View previous topic :: View next topic |
Author |
Message |
snIP3r l33t
![l33t l33t](/images/ranks/rank_rect_4.gif)
Joined: 21 May 2004 Posts: 853 Location: germany
|
Posted: Sat Jan 05, 2008 12:37 pm Post subject: what is this log entry "Machine check events logged&quo |
|
|
hi all!
recentrly i checked my /var/log/messages an i found these entries:
Code: |
Jan 1 17:48:58 area52 Machine check events logged
Jan 1 17:55:13 area52 Machine check events logged
Jan 1 18:01:19 area52 Machine check events logged
Jan 1 18:15:41 area52 Machine check events logged
Jan 1 18:21:56 area52 Machine check events logged
Jan 1 18:29:26 area52 Machine check events logged
Jan 1 18:38:10 area52 Machine check events logged
Jan 1 18:45:40 area52 Machine check events logged
Jan 1 18:53:10 area52 Machine check events logged
Jan 1 18:58:47 area52 Machine check events logged
Jan 1 19:05:02 area52 Machine check events logged
|
there are no more log-entries like these - not before nor after. i dont know what they mean and who produced them. i also checked my emerge log - i havent installed any package at this timestamp or before that could produce these messages.

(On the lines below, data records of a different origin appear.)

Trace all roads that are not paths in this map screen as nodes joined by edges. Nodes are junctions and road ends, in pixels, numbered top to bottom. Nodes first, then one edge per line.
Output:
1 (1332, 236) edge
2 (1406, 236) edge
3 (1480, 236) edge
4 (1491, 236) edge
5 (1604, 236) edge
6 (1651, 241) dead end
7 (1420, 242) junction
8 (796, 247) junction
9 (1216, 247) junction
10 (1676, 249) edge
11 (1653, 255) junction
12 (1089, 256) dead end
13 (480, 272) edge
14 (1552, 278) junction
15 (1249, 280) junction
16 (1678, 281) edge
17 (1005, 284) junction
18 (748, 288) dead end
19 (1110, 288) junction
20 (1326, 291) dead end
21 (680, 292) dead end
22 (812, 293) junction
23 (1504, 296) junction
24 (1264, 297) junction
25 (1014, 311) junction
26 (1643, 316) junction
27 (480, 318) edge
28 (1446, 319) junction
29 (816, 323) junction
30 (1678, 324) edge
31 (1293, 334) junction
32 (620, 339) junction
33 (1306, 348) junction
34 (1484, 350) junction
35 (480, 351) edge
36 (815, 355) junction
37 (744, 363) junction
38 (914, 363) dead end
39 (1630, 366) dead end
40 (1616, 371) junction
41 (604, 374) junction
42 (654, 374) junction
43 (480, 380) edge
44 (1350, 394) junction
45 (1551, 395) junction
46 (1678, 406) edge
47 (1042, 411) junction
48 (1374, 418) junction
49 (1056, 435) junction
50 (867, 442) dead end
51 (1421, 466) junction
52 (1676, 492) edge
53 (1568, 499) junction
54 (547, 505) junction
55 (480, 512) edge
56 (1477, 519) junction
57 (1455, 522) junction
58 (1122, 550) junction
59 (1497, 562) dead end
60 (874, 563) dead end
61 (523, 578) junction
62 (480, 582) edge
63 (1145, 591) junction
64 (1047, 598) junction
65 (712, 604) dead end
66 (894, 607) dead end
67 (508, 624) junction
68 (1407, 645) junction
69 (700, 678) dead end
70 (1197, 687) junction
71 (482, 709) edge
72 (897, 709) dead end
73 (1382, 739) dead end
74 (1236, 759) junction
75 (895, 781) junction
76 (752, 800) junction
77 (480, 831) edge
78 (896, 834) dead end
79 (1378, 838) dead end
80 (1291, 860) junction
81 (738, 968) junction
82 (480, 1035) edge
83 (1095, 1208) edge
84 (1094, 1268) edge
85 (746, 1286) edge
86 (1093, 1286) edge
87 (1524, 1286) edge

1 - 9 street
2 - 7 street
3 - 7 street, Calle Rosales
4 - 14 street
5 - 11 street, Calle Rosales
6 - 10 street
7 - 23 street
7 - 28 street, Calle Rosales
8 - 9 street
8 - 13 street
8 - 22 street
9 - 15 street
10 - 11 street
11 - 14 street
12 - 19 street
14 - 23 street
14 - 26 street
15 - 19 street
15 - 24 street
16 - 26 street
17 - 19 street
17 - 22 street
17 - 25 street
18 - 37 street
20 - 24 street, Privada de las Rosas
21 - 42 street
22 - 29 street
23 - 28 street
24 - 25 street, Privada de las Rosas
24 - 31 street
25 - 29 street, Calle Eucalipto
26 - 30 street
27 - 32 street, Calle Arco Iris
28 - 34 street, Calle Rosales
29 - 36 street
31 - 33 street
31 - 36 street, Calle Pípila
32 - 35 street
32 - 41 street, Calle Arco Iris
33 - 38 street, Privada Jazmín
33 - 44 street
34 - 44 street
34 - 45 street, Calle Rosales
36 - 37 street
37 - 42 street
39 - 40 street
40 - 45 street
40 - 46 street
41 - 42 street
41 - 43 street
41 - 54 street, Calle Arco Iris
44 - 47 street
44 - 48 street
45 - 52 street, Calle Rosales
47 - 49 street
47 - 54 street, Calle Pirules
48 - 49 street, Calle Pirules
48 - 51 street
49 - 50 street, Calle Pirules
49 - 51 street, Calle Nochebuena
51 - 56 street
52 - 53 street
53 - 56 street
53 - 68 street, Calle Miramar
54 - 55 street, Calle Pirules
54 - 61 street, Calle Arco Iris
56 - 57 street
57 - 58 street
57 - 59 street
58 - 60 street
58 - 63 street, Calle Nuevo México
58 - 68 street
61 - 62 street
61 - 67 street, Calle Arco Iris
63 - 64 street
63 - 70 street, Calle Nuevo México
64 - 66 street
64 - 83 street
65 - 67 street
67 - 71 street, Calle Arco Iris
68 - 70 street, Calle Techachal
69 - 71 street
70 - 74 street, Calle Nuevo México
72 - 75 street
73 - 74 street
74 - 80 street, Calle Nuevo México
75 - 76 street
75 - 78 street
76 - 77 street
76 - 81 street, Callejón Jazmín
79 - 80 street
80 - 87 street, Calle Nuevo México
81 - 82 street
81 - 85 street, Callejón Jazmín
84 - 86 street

can someone describe what this means? do i have to worry?
thx in advance
snIP3r _________________ Intel i3-4130T on ASUS P9D-X
Kernel 5.15.88-gentoo SMP
-----------------------------------------------
if your problem is fixed please add something like [solved] to the topic! |
|
Back to top |
|
![](templates/gentoo/images/spacer.gif) |
bunder Bodhisattva
![Bodhisattva Bodhisattva](/images/ranks/rank-bodhisattva.gif)
Joined: 10 Apr 2004 Posts: 5947
|
Posted: Sat Jan 05, 2008 1:07 pm Post subject: |
|
|
those are from the machine check exception option from the kernel.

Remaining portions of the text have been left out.